Ship 3501, as it’s identified on the assembly line, first took to the skies three weeks ago, kicking off two months of rigorous flight testing, painting and cabin installation as the airline counts down to a mid-summer delivery. This comes after the aircraft entered the final assembly line back in January this year.

While the A350 isn’t foreign to US airports, Delta will be the first US airline to operate the aircraft. The airline plans to operate this soon-to-be flagship international aircraft on transpacific routes from its hub in Detroit (DTW) as it retires the last of its Boeing 747 workhorses in the fourth quarter of this year.

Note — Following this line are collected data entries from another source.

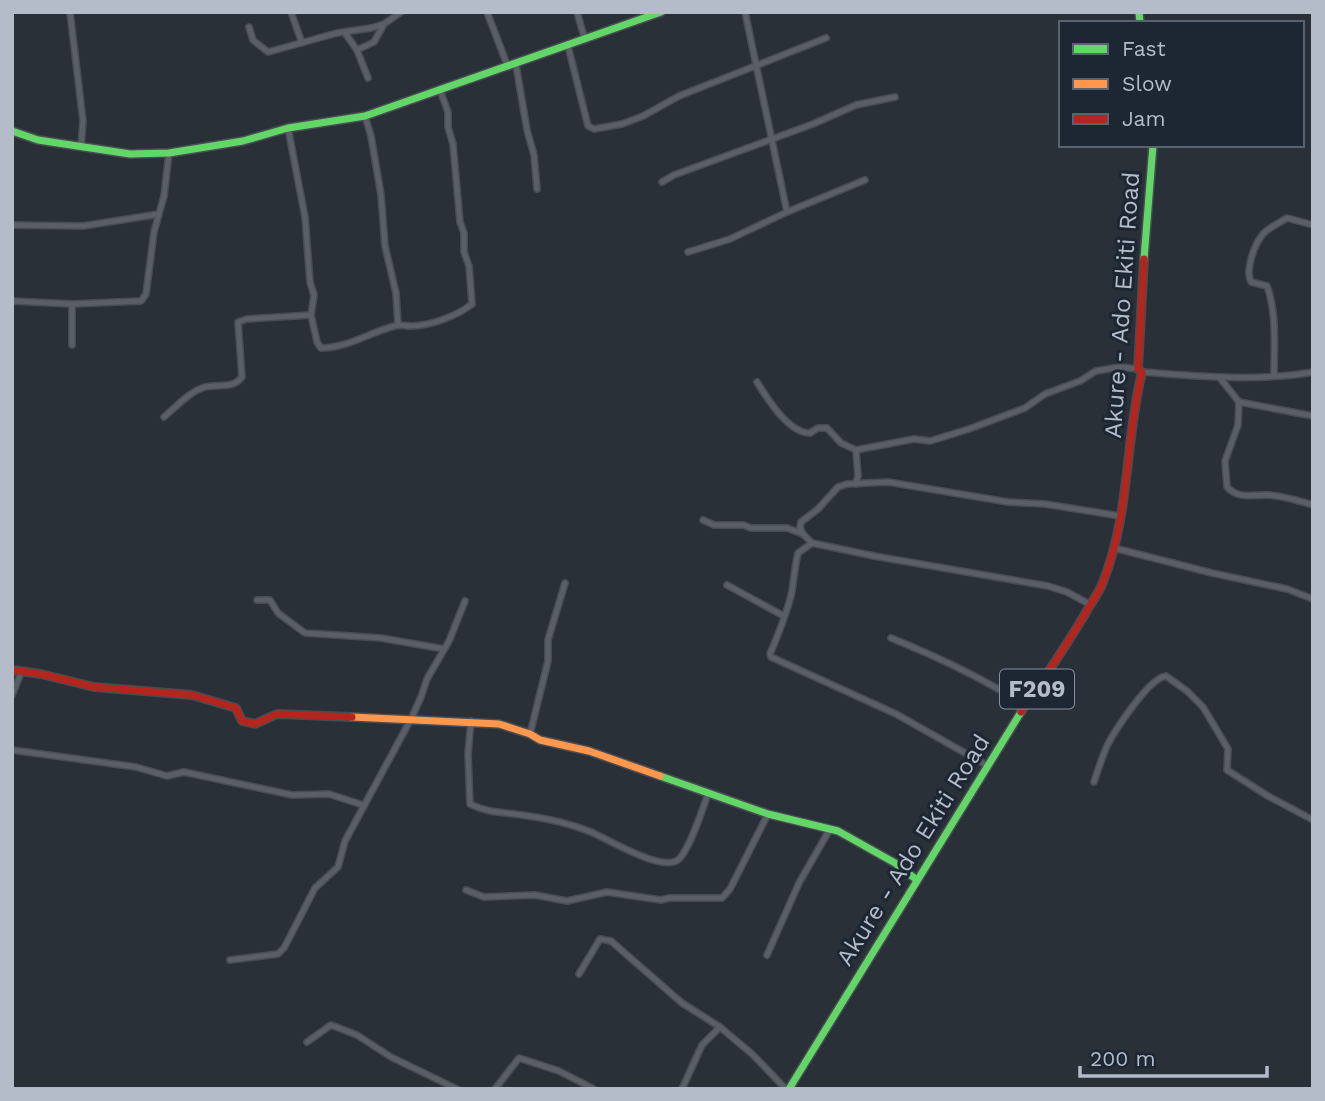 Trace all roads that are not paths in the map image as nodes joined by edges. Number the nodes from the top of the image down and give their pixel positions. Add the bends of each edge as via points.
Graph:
1 (70, 12) edge
2 (292, 12) edge
3 (401, 12) edge
4 (487, 12) edge
5 (577, 12) edge
6 (661, 12) edge
7 (745, 12) edge
8 (384, 24) junction
9 (249, 27) dead end
10 (345, 33) junction
11 (826, 38) dead end
12 (586, 40) junction
13 (302, 43) junction
14 (568, 46) junction
15 (357, 50) junction
16 (758, 65) junction
17 (512, 66) junction
18 (368, 78) dead end
19 (440, 90) junction
20 (895, 97) dead end
21 (365, 116) junction
22 (288, 128) junction
23 (12, 131) edge
24 (772, 138) junction
25 (81, 147) junction
26 (1153, 147) edge
27 (169, 153) junction
28 (865, 180) dead end
29 (662, 182) dead end
30 (537, 189) dead end
31 (788, 212) junction
32 (159, 214) junction
33 (12, 225) edge
34 (1313, 225) edge
35 (688, 252) dead end
36 (12, 301) edge
37 (72, 303) junction
38 (311, 315) junction
39 (398, 325) junction
40 (72, 345) dead end
41 (1140, 370) junction
42 (1313, 372) edge
43 (1274, 376) junction
44 (1220, 378) junction
45 (757, 382) dead end
46 (1239, 402) junction
47 (1313, 416) edge
48 (164, 417) dead end
49 (856, 450) junction
50 (856, 484) junction
51 (1313, 505) edge
52 (1120, 516) junction
53 (703, 520) dead end
54 (801, 522) junction
55 (787, 528) junction
56 (803, 534) junction
57 (812, 543) junction
58 (1114, 548) junction
59 (565, 583) dead end
60 (727, 585) dead end
61 (1313, 599) edge
62 (257, 600) dead end
63 (466, 601) dead end
64 (1091, 605) junction
65 (782, 615) junction
66 (891, 638) dead end
67 (444, 649) junction
68 (12, 670) edge
69 (21, 673) junction
70 (12, 695) edge
71 (1026, 706) junction
72 (411, 719) junction
73 (471, 721) junction
74 (530, 734) junction
75 (12, 750) edge
76 (988, 766) junction
77 (1094, 782) dead end
78 (708, 794) junction
79 (363, 805) junction
80 (768, 814) junction
81 (1313, 820) edge
82 (830, 830) junction
83 (917, 880) junction
84 (466, 890) dead end
85 (767, 955) dead end
86 (230, 960) dead end
87 (579, 974) dead end
88 (720, 1027) junction
89 (307, 1042) dead end
90 (457, 1089) edge
91 (495, 1089) edge
92 (594, 1089) edge
93 (682, 1089) edge
94 (787, 1089) edge

1 - 25 street via 83,121
2 - 13 street
3 - 8 street
4 - 17 street
5 - 12 street
6 - 12 street
7 - 16 street
8 - 10 street
8 - 15 street via 374,42
9 - 13 street via 253,40 268,52
10 - 13 street
10 - 15 street
11 - 16 street
12 - 14 street
14 - 16 street via 588,127 594,129 643,116 679,96
14 - 17 street
15 - 18 street
16 - 24 street
17 - 19 street
17 - 30 street via 519,72
19 - 21 street
19 - 39 street via 453,144 472,304 438,321
20 - 24 street via 856,105
21 - 22 street
21 - 39 street
22 - 27 street
22 - 38 street via 305,217 314,295
23 - 25 street
24 - 29 street
24 - 31 street
25 - 27 street via 130,154
26 - 41 street, Akure - Ado Ekiti Road / F209
27 - 32 street
28 - 31 street
31 - 35 street via 730,239
32 - 33 street via 83,226
32 - 37 street via 141,301
34 - 43 street via 1287,218 1264,233 1249,270 1251,282 1267,286 1271,296
36 - 37 street
37 - 40 street
38 - 39 street via 321,348
38 - 48 street via 238,322 242,377 227,386 194,392
41 - 44 street
41 - 49 street via 1096,371 1025,408 930,441 914,439
41 - 52 street, Akure - Ado Ekiti Road / F209
42 - 43 street
43 - 44 street
44 - 46 street
45 - 49 street via 784,419 800,431 827,429
46 - 47 street
46 - 51 street via 1238,425 1225,461 1227,487 1246,497 1270,495
49 - 50 street
50 - 52 street via 909,484
50 - 54 street via 838,487
52 - 58 street, Akure - Ado Ekiti Road / F209
53 - 55 street
54 - 55 street
54 - 56 street
55 - 56 street
56 - 57 street
57 - 64 street via 1048,586
57 - 65 street via 798,553 791,595
58 - 61 street
58 - 64 street, Akure - Ado Ekiti Road / F209
59 - 74 street via 548,640 548,661
60 - 65 street
62 - 67 street via 270,600 278,613 305,633 381,638
63 - 67 street
64 - 71 street, Akure - Ado Ekiti Road / F209
65 - 76 street via 771,657 896,714
66 - 71 street via 948,662
67 - 72 street
68 - 69 street
69 - 70 street
69 - 72 street via 94,687 192,695 236,708 242,721 255,724 277,714
71 - 76 street, Akure - Ado Ekiti Road / F209
72 - 73 street
72 - 79 street
73 - 74 street
73 - 78 street via 470,804 483,811 560,822 643,856 673,863 680,859
74 - 78 street
75 - 79 street via 136,766 167,776 184,772 292,795 329,794
76 - 83 street, Akure - Ado Ekiti Road / F209
77 - 81 street via 1109,743 1134,705 1157,678 1166,676 1203,707 1228,749 1227,770
78 - 80 street
79 - 86 street via 338,867 315,888 284,948 278,954
80 - 82 street
80 - 84 street via 722,898 661,900 607,892 567,901 535,895 485,897
82 - 83 street via 852,838
82 - 85 street via 799,883
83 - 94 street, Akure - Ado Ekiti Road / F209
87 - 88 street via 600,939 611,941 682,1003
88 - 93 street via 702,1045
88 - 94 street
89 - 90 street via 331,1025
91 - 92 street via 519,1058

The wide-body jet will debut Delta’s latest Delta One suites that will feature, among other things, a full-height door at every suite, sliding privacy dividers between center suites, in-suite customizable ambient lighting, an 18-inch, high resolution IFE screen and a universal power outlet and USB port at every seat.

Delta
Delta’s latest business class seats will feature sliding doors, a feature previously reserved for first-class passengers only. Image courtesy of Delta Air Lines.

In total, the aircraft will seat 306 passengers — 32 in the Delta One cabin, 48 in Delta Premium Select and 226 in economy. The next-gen airframe will also feature seatback entertainment equipped with Delta Studio, Gogo 2KU Wi-Fi internet access, high-capacity overhead bins across all cabins and LED ambient lighting.

Featured image courtesy of Airbus.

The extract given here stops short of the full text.